Financial Incentive Attestation
Network Medical Management’s procedures for reviewing appropriateness of care are aimed at promoting quality of care and efficiency within the health care delivery process. We recognize the need for concern about the potential for under-utilization and appropriately review, which includes, but is not limited to bed day reports, lengths of stay reports, pharmacy usage reports and data on member concerns regarding access to services.
As a matter of policy, associates who make utilization management coverage decisions for Network Medical Management may not be compensated or given other incentives to make denial decisions. Utilization decision making is based only on appropriateness of care and services.

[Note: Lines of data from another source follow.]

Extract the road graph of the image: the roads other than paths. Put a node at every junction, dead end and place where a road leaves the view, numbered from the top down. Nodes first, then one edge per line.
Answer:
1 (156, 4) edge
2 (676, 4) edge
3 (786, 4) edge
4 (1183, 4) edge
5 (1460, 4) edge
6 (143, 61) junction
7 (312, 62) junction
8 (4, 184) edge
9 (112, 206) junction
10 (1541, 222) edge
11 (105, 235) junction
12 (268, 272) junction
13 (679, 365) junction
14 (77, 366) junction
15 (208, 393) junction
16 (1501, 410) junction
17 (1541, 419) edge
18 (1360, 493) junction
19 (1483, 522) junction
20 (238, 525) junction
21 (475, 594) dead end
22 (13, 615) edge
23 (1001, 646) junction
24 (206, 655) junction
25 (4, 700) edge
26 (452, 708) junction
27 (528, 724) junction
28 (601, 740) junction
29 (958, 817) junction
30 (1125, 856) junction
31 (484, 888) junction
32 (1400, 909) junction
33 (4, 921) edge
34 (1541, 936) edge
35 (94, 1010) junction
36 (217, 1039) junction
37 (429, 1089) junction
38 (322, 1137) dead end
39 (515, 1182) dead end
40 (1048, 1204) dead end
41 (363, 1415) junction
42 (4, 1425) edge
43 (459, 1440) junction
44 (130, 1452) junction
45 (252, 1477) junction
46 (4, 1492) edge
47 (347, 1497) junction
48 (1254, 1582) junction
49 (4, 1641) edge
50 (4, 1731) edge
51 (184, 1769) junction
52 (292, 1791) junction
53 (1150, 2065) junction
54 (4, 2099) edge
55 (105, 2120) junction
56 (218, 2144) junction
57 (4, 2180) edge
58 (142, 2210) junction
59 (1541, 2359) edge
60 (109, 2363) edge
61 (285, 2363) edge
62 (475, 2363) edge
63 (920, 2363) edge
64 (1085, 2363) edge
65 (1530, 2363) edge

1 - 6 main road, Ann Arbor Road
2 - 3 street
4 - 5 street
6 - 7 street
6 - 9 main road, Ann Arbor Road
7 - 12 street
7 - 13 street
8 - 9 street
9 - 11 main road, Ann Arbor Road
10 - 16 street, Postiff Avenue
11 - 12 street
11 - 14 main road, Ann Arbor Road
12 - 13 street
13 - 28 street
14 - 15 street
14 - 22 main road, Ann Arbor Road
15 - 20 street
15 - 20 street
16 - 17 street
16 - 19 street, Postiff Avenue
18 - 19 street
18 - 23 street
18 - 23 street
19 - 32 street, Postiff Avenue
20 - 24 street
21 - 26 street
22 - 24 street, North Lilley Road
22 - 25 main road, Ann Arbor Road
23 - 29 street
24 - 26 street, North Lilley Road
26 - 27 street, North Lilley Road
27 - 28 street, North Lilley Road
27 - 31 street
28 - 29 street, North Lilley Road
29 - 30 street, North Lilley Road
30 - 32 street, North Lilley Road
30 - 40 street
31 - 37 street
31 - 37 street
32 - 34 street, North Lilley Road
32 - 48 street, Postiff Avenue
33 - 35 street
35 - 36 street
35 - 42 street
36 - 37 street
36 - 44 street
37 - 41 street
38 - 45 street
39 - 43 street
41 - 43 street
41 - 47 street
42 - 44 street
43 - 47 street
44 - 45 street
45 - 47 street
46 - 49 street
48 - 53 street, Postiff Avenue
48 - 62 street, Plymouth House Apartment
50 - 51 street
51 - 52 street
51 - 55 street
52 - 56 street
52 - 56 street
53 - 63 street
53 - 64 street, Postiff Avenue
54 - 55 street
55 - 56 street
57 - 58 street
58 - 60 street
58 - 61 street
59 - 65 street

Utilization Management Policies
Procedures and Criteria are disseminated to members and provider upon request by calling our Customer Service department at (877) 282-8272 Opt.1, Monday through Friday between 9:00 AM to 5:00 PM PT. For the hearing impaired, please call our TTY telephone at 877-735-2929, Monday through Friday between the hours of 8:30 AM to 5:00 PM PT.
A requesting practitioner may call Network Medical Management to discuss a denial, deferral, modification, or termination decision with the physician (or peer) reviewer at (877) 282-8272 ext. 6195; Monday through Friday between the hours of 9:30 AM to 2:30 PM PT. All calls will be returned within 24 hours.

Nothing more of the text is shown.